Indeed. Except if it has been “determinologized.” If terminologization is when a common everyday word turns into a technical term, then the reverse process is when a technical term from a technical subject field becomes part of our everyday vernacular. The process was identified, analyzed and, I believe, named by Ingrid Meyer and Kristen Mackintosh in a paper in Terminology in 2000.
They describe two categories of determinologization.
1. The term retains essentially the same meaning, but is no longer used by subject matter experts referring to a concept in their field. Rather the subject matter might have become popularized, and laypersons understand enough about the concept to use the term. The term in the layman’s use refers to a “more shallow” meaning of the concept or one that also has other connotations.
Good examples are medical terms of diseases that are prevalent enough for all of us to have an idea about them. Insomnia, for instance, is a condition that for medical professionals is highly complex.

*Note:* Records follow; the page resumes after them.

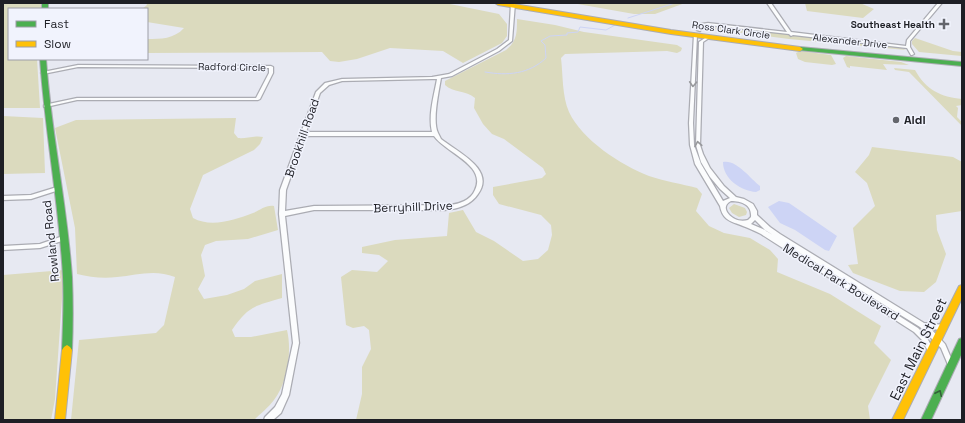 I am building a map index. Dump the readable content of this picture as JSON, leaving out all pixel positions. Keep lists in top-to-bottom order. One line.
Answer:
{"streets":{"main road":["Ross Clark Circle","Rowland Road","East Main Street"],"street":["Alexander Drive","Radford Circle","Brookhill Road","Berryhill Drive","Medical Park Boulevard"]},"crossings":[["Ross Clark Circle","Alexander Drive"],["Ross Clark Circle","Brookhill Road"],["Radford Circle","Rowland Road"],["Brookhill Road","Berryhill Drive"],["Medical Park Boulevard","East Main Street"]],"places":{"health":["Southeast Health"],"other":["Aldi"]},"legend":["Fast","Slow"]} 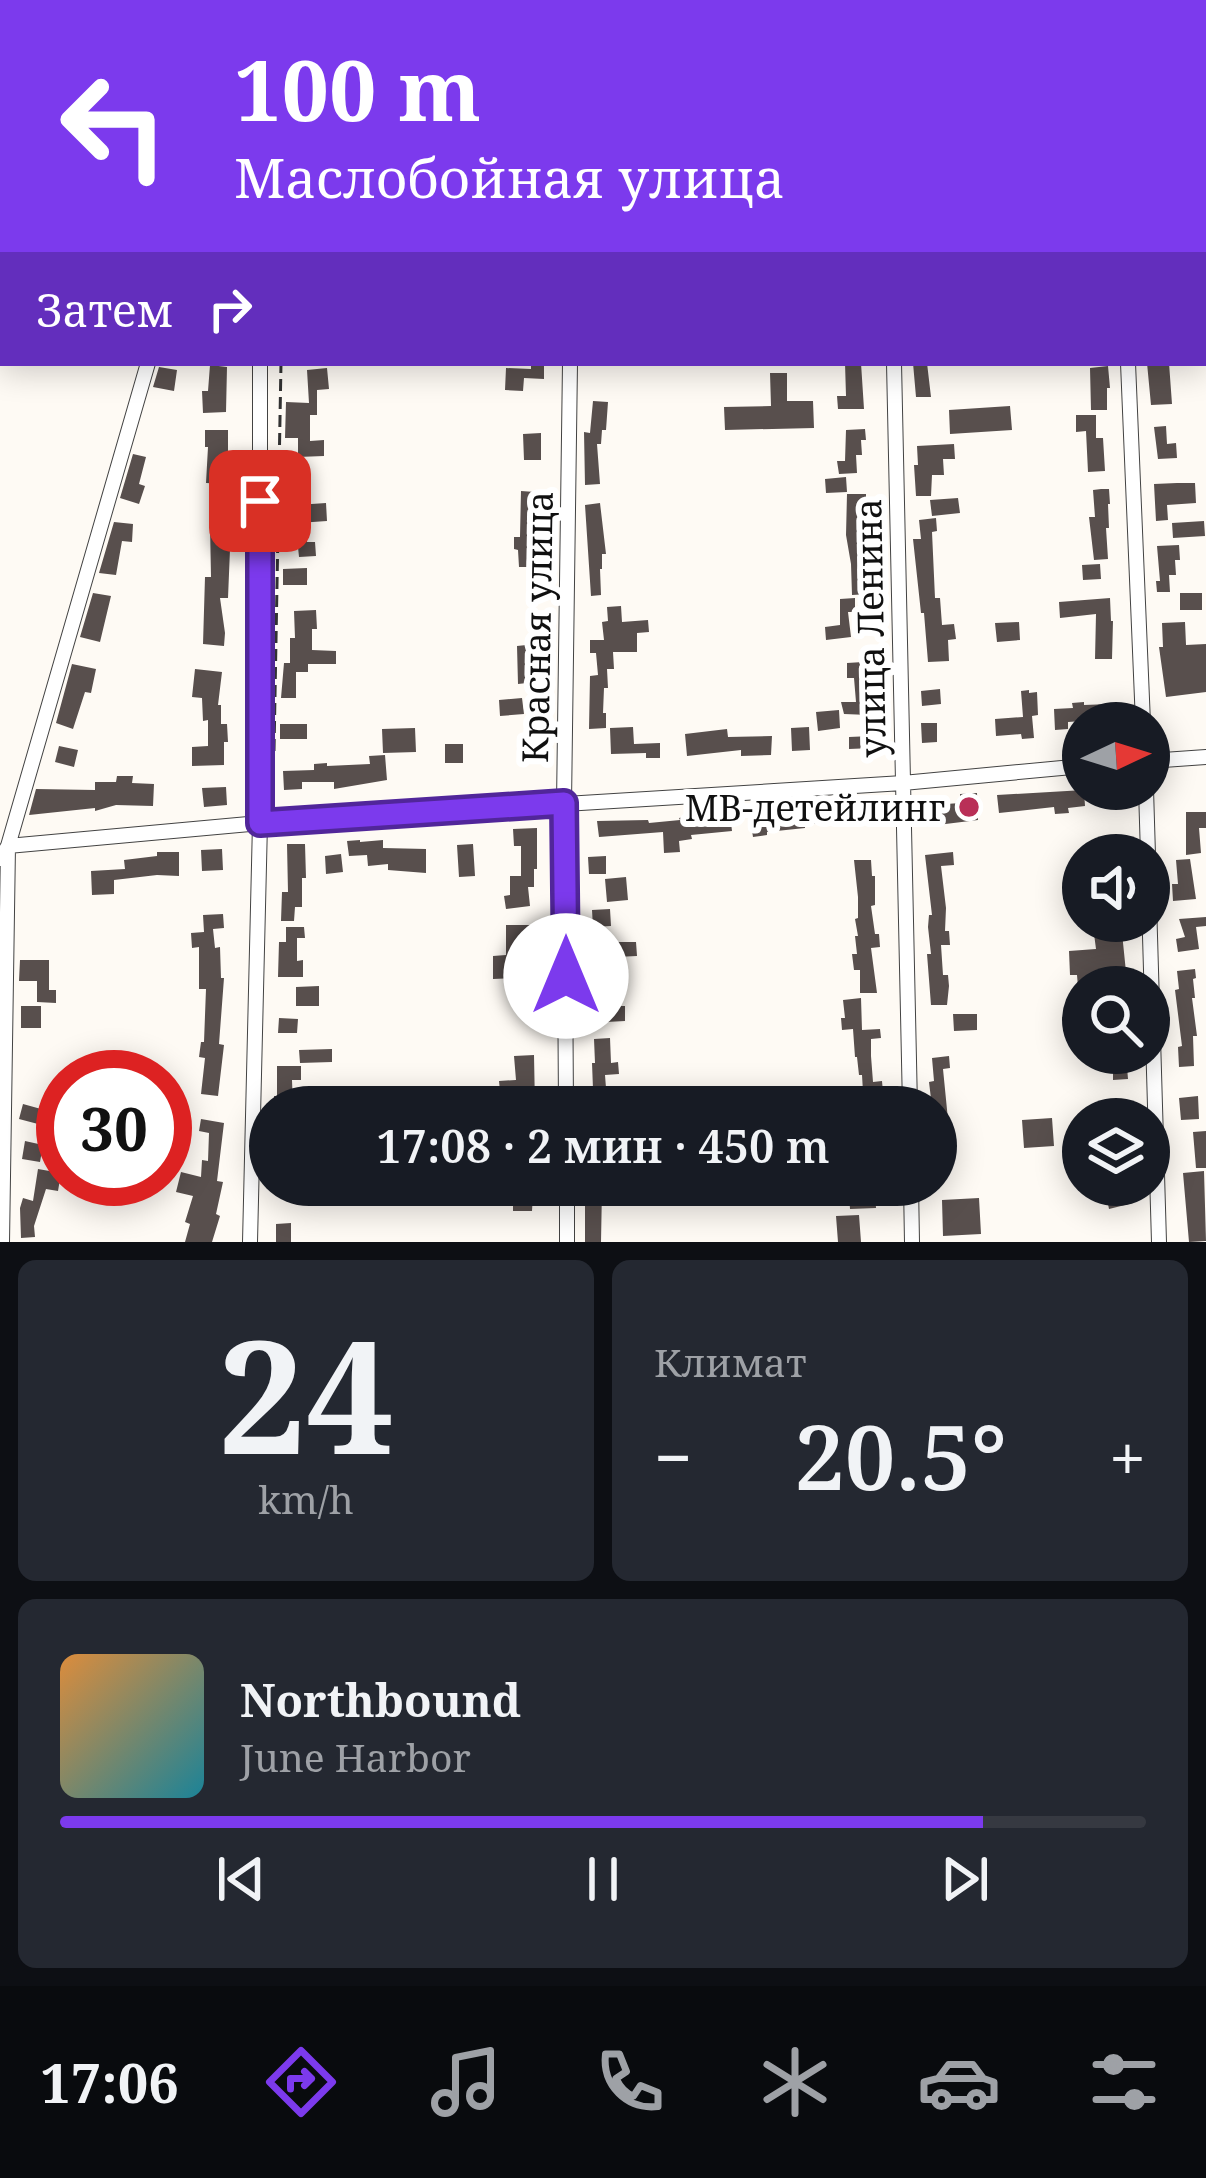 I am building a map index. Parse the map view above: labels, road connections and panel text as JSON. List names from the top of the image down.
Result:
{
  "streets": {
    "street": ["Красная улица", "улица Ленина"]
  },
  "places": ["MB-детейлинг"],
  "north": "right",
  "page": {
    "turn": ["100 m", "Маслобойная улица"],
    "then": "Затем",
    "limit": "30",
    "trip": "17:08 · 2 мин · 450 m",
    "tile": [
      ["24", "km/h"],
      "Климат"
    ],
    "heat": ["−", "20.5°", "+"],
    "song": ["Northbound", "June Harbor"],
    "tabs": "17:06"
  }
}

They might break it down into sleep maintenance insomnia, sleep-onset insomnia, etc. and treated it with benzodiazepines. It might be chronic or intermittent, familial or even fatal.
At some point, we all might have talked about it in a less medical sense. Here is the entry in the Urban Dictionary—a listing on this website is a good indication that a term has become a word in common usage. And to the right is an excerpt from the South African Mail&Guardian about a chess player who can’t sleep before competitions.
In these examples, the meaning behind the word “insomnia” remains the same as in the medical context: Someone can’t sleep. But our associations don’t take us to the clinical setting, rather we get a sense of the mood of the sufferer or the chosen cure.
2. The word now describes a completely different concept. While it shares some characteristics with the meaning in the technical subject of the term, it does no longer share the essential characteristics.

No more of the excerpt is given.